“Não há uma varinha mágica para acabar com a dívida, não me parece que seja possível acabar de repente com a dívida dos países”, disse Ajay Banga na conferência de imprensa de lançamento oficial dos Encontros Anuais do Fundo Monetário Internacional (FMI) e do Banco Mundial, que decorrem esta semana em Marraquexe.
Questionado sobre as hipóteses em cima da mesa para um novo mecanismo de resolução da dívida excessiva que muitos países enfrentam num contexto de recuperação dos efeitos da pandemia, altas taxas de juro, inflação elevada e crescimento económico mais baixo, Ajay Banga salientou que “é preciso ter muito cuidado sobre os contornos de um novo mecanismo”, que substitua o atual Enquadramento Comum organizado pelo FMI, Banco Mundial e o chamado Clube de Paris, uma organização informal de países doadores que detém uma boa parte da dívida dos países mais endividados.
“Não há dúvida de que a dívida prejudica o crescimento, seja medido em termos de desenvolvimento local, seja em termos de obtenção dos Objetivos do Desenvolvimento Sustentável”, vincou o presidente do Banco Mundial na sua primeira participação nos Encontros Anuais, depois da sua eleição em meados deste ano.
Os países em desenvolvimento, em particular os africanos, têm enfrentado um aumento da dívida externa não só pela desvalorização das suas moedas, mas também pela subida das taxas de juro decididas pelos principais bancos centrais, nomeadamente a Reserva Federal dos Estados Unidos, o que colocou as finanças públicas sob maior pressão relativamente à capacidade de financiar os investimentos necessários para desenvolver as economias.
A Zâmbia, o primeiro país africano a entrar em Incumprimento Financeiro no seguimento da pandemia, logo em 2021, aderiu ao Enquadramento Comum para reestruturar a sua dívida, devendo assinar em breve o acordo final com os credores, mais de dois anos depois do início do processo que implicou a descida do rating e o afastamento dos mercados financeiros internacionais.
“A Zâmbia está a sair da situação de endividamento excessivo, o Gana está a fazer progressos, mas o que é preciso perceber é que o mercado financeiro está completamente diferente do que era, com o Clube de Paris a deixar de ser o maior dos credores, há outros membros e há muita dívida comercial que está protegida por cláusulas de confidencialidade que tornam o processo mais complicado”, disse o líder do Banco Mundial, vincando que “sem conhecer os números, nenhum novo enquadramento vai conseguir resolver a situação”.

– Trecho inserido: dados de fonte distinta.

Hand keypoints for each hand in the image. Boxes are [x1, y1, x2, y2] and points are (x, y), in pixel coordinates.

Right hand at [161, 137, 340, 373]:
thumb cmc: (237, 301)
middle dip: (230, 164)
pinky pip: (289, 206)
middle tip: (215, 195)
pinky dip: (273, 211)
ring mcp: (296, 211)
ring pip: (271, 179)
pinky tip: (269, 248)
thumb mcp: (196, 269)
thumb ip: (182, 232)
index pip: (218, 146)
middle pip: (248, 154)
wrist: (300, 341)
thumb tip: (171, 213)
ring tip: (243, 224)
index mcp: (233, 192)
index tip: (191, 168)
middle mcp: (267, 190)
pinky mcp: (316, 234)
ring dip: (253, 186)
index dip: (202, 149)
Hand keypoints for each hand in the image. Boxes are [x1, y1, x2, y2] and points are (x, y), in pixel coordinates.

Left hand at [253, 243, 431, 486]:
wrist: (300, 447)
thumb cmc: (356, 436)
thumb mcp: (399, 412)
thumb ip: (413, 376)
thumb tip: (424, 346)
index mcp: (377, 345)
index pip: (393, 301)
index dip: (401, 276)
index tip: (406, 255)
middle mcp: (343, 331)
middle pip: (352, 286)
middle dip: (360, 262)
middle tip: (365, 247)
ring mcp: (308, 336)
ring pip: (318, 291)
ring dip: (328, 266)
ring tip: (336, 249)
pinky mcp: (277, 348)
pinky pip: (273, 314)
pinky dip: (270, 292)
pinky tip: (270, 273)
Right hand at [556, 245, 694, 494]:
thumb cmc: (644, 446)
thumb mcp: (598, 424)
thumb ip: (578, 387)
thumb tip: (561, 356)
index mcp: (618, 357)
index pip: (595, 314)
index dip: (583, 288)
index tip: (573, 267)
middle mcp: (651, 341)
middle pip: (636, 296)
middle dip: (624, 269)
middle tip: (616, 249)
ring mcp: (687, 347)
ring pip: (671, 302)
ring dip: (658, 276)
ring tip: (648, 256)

Os quatro países africanos que aderiram ou mostraram interesse em usar o Enquadramento Comum para reestruturar as suas dívidas – Zâmbia, Chade, Etiópia e Gana – receberam mais de 12 mil milhões de dólares nos últimos três anos, dividido a meio entre doações e financiamento concessional, ou seja, com taxas de juro próximas de zero, acrescentou Ajay Banga, quando questionado sobre o tipo de apoio que o Banco Mundial pode dar a estes países.
Na conferência de imprensa, o responsável lembrou ainda que o FMI e o Banco Mundial estão a liderar as reuniões da Mesa Redonda sobre a Dívida Soberana, uma iniciativa que visa juntar os credores bilaterais e institucionais, além dos credores comerciais, que têm mostrado resistência à reestruturação da dívida dos países, já que implicam perdas para os investidores.
A dívida externa da Zâmbia, um país que tem um Produto Interno Bruto (PIB) de 22 mil milhões de dólares (20,1 mil milhões de euros), está estimada em 17,3 mil milhões de dólares (15,8 mil milhões de euros).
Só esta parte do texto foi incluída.